Democratic Lawmakers Threaten Spending Bill Over SALT Cap Repeal

Image by Steve Buissinne from Pixabay

Tax that man behind the tree. As Congress works to pass a $3.5 trillion budget reconciliation package a group of “moderate” Democrats are threatening to block the spending bill unless the State and Local Tax (SALT) caps are repealed. Prior to Donald Trump’s 2017 tax law, state and local taxes were fully deductible on federal income tax returns (for itemized filers). The 2017 tax law, passed at the urging of Donald Trump, limited the SALT deduction to $10,000. This cap has long rankled Democrats elected to office in high-tax, high-spending locales such as the New York metropolitan area and San Francisco. Closer to home the cap also impacts people living in Virginia’s high-cost, high-tax areas like Northern Virginia.

Tax breaks for the rich. Many Democrats from high-tax jurisdictions have opposed the SALT caps since they were first conceived. Cherry picking data and distorting the facts has been used in an effort to claim that the SALT caps create serious harm for the middle class. Back in 2017 Speaker Nancy Pelosi tweeted, “This is striking: 50% of households that claim State & Local Tax deduction make under $100K – & now @SpeakerRyan wants to throw it away.” That statement earned Pelosi two Pinocchios from The Washington Post. The benefits of lifting the SALT cap would accrue 30% to the top 1% of household income earners, 49% to the top 5% and 80% to the top 20%.

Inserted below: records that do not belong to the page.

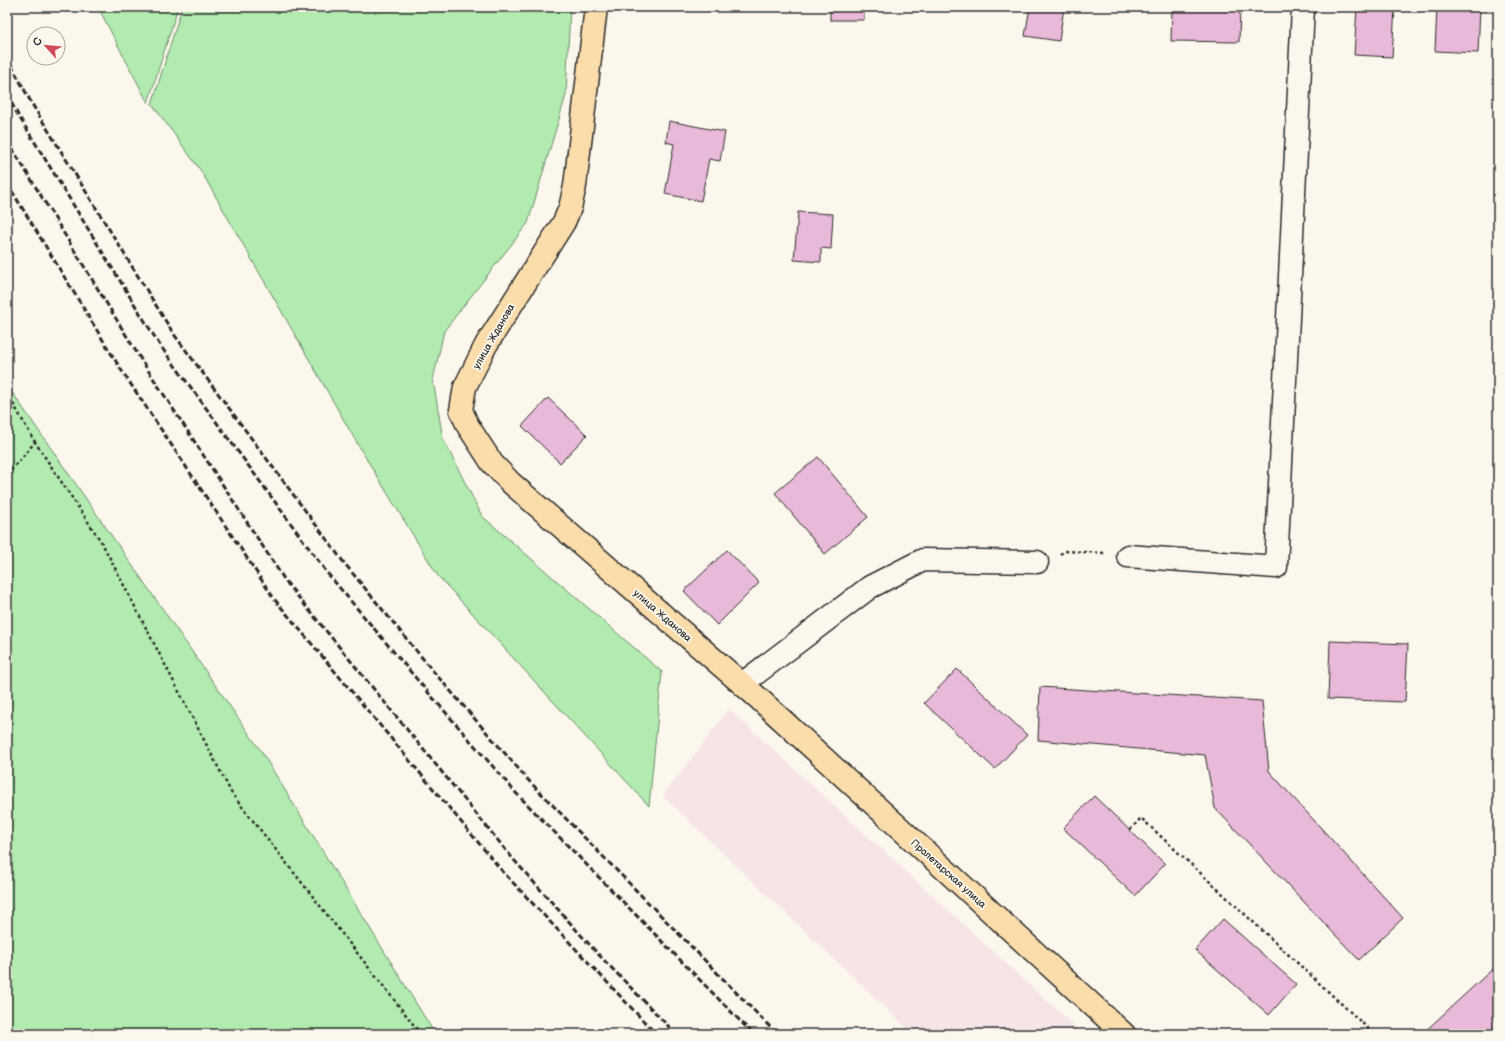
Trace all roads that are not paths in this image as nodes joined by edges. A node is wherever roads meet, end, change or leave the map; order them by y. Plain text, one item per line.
1 (596, 7) edge
2 (1303, 7) edge
3 (1128, 556) road end
4 (1037, 562) road end
5 (742, 684) junction
6 (774, 713) joint
7 (1124, 1034) edge

1 - 5 main road, улица Жданова
2 - 3 lane
4 - 5 lane
5 - 6 main road, улица Жданова
6 - 7 main road, Пролетарская улица

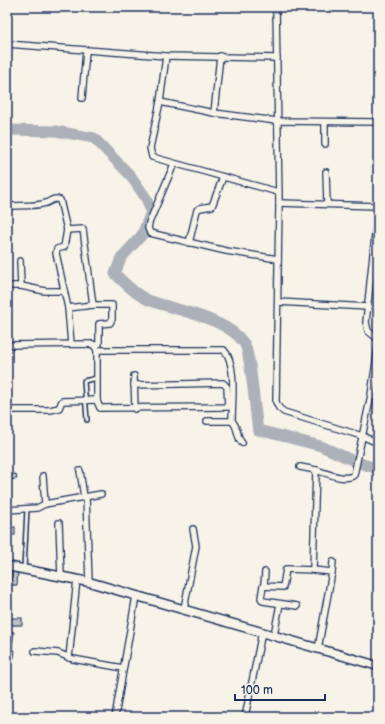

Taking a new tact. The latest attempt to repeal the SALT cap is aimed more at social programs than the hallucination that the caps hurt the middle class. One advocate for a full repeal of the SALT cap is Rep. Thomas Suozzi who represents the northern shore of Long Island and sections of Queens.

“We need to have this state and local tax deduction. We built a whole system around it,” New York’s Suozzi, a main proponent of the cap repeal, said Tuesday. “People are leaving our states. And when they leave, it leaves behind a hole in our revenues.”

From that fairly honest point Suozzi veers into distortion.

“We’re in a competition with states that do not insure their children, do not pay their teachers, do not have mass transit and think that climate change is a hoax, and as a result, their costs are cheaper.”

It would be interesting to ask Rep. Suozzi for a list of the states that don’t pay their teachers. Or, for ideas as to where Wyoming would put mass transit.

The fact that the voters in New York elect tax-and-spend politicians like Suozzi hardly justifies the good people of Arkansas subsidizing the New Yorkers’ choices.

Back in the Old Dominion. The SALT cap should remain on the books. Mismanaged, high cost, high-tax areas like Northern Virginia don’t happen by accident. County Boards of Supervisors are into developers’ pockets for donations, etc. In return, bad zoning decisions pad the developers’ pockets while holding down the supply of affordable housing which keeps home prices and real estate taxes high. The unslakable thirst for NoVa money to be spent elsewhere in the state has our state legislature forever on the prowl for ways to raise taxes (and tolls) in NoVa but nowhere else. Meanwhile, the overpaid and under-loved residents of NoVa seem determined to elect politicians whom they know will raise state and local taxes.

Why should the rest of the country subsidize the incompetence of the electorate and political class in places like San Francisco, Boston, New York, New Jersey and Northern Virginia?